Retype all of the entries word for word.

-------

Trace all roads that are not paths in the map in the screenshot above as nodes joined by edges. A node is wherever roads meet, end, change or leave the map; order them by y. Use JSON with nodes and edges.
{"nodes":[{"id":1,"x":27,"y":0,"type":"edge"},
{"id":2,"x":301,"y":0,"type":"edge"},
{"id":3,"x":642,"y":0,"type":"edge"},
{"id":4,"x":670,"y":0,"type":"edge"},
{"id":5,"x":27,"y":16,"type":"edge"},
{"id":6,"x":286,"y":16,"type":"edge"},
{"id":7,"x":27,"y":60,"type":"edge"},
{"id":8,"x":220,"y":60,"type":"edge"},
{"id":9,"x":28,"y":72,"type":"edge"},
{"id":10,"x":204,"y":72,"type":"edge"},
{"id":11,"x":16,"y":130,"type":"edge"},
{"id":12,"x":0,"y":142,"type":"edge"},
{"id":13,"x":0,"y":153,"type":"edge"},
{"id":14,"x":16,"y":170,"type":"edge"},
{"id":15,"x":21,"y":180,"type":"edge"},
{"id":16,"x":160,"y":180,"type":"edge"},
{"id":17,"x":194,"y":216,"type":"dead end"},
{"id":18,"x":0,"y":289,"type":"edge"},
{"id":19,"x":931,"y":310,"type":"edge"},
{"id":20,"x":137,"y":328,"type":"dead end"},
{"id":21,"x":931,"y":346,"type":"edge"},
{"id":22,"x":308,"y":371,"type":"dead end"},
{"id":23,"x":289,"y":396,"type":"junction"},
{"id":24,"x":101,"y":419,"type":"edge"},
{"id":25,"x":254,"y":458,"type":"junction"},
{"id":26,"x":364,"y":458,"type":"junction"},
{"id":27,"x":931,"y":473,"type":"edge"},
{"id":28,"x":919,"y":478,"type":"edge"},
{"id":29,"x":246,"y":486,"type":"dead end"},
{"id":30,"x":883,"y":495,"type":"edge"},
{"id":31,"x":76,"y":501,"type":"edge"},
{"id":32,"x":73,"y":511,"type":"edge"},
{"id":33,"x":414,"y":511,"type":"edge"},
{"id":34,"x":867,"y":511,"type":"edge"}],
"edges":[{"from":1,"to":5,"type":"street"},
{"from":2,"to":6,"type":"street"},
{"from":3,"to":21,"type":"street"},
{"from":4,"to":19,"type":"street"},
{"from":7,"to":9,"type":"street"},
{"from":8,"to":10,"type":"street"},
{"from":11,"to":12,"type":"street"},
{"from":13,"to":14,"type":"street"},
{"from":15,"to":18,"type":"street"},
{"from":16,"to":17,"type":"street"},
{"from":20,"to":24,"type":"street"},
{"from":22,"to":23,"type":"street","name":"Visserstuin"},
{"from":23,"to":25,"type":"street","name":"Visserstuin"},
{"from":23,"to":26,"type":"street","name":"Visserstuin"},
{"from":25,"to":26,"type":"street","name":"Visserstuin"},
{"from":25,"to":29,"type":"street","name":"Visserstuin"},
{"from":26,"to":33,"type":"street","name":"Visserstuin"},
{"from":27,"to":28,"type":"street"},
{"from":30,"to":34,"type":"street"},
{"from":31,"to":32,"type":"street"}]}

-------

RESPONSE TO THE TASK:
Trace all roads that are not paths in the map in the screenshot above as nodes joined by edges. A node is wherever roads meet, end, change or leave the map; order them by y. Use JSON with nodes and edges.
{"nodes":[{"id":1,"x":27,"y":0,"type":"edge"},
{"id":2,"x":301,"y":0,"type":"edge"},
{"id":3,"x":642,"y":0,"type":"edge"},
{"id":4,"x":670,"y":0,"type":"edge"},
{"id":5,"x":27,"y":16,"type":"edge"},
{"id":6,"x":286,"y":16,"type":"edge"},
{"id":7,"x":27,"y":60,"type":"edge"},
{"id":8,"x":220,"y":60,"type":"edge"},
{"id":9,"x":28,"y":72,"type":"edge"},
{"id":10,"x":204,"y":72,"type":"edge"},
{"id":11,"x":16,"y":130,"type":"edge"},
{"id":12,"x":0,"y":142,"type":"edge"},
{"id":13,"x":0,"y":153,"type":"edge"},
{"id":14,"x":16,"y":170,"type":"edge"},
{"id":15,"x":21,"y":180,"type":"edge"},
{"id":16,"x":160,"y":180,"type":"edge"},
{"id":17,"x":194,"y":216,"type":"dead end"},
{"id":18,"x":0,"y":289,"type":"edge"},
{"id":19,"x":931,"y":310,"type":"edge"},
{"id":20,"x":137,"y":328,"type":"dead end"},
{"id":21,"x":931,"y":346,"type":"edge"},
{"id":22,"x":308,"y":371,"type":"dead end"},
{"id":23,"x":289,"y":396,"type":"junction"},
{"id":24,"x":101,"y":419,"type":"edge"},
{"id":25,"x":254,"y":458,"type":"junction"},
{"id":26,"x":364,"y":458,"type":"junction"},
{"id":27,"x":931,"y":473,"type":"edge"},
{"id":28,"x":919,"y":478,"type":"edge"},
{"id":29,"x":246,"y":486,"type":"dead end"},
{"id":30,"x":883,"y":495,"type":"edge"},
{"id":31,"x":76,"y":501,"type":"edge"},
{"id":32,"x":73,"y":511,"type":"edge"},
{"id":33,"x":414,"y":511,"type":"edge"},
{"id":34,"x":867,"y":511,"type":"edge"}],
"edges":[{"from":1,"to":5,"type":"street"},
{"from":2,"to":6,"type":"street"},
{"from":3,"to":21,"type":"street"},
{"from":4,"to":19,"type":"street"},
{"from":7,"to":9,"type":"street"},
{"from":8,"to":10,"type":"street"},
{"from":11,"to":12,"type":"street"},
{"from":13,"to":14,"type":"street"},
{"from":15,"to":18,"type":"street"},
{"from":16,"to":17,"type":"street"},
{"from":20,"to":24,"type":"street"},
{"from":22,"to":23,"type":"street","name":"Visserstuin"},
{"from":23,"to":25,"type":"street","name":"Visserstuin"},
{"from":23,"to":26,"type":"street","name":"Visserstuin"},
{"from":25,"to":26,"type":"street","name":"Visserstuin"},
{"from":25,"to":29,"type":"street","name":"Visserstuin"},
{"from":26,"to":33,"type":"street","name":"Visserstuin"},
{"from":27,"to":28,"type":"street"},
{"from":30,"to":34,"type":"street"},
{"from":31,"to":32,"type":"street"}]}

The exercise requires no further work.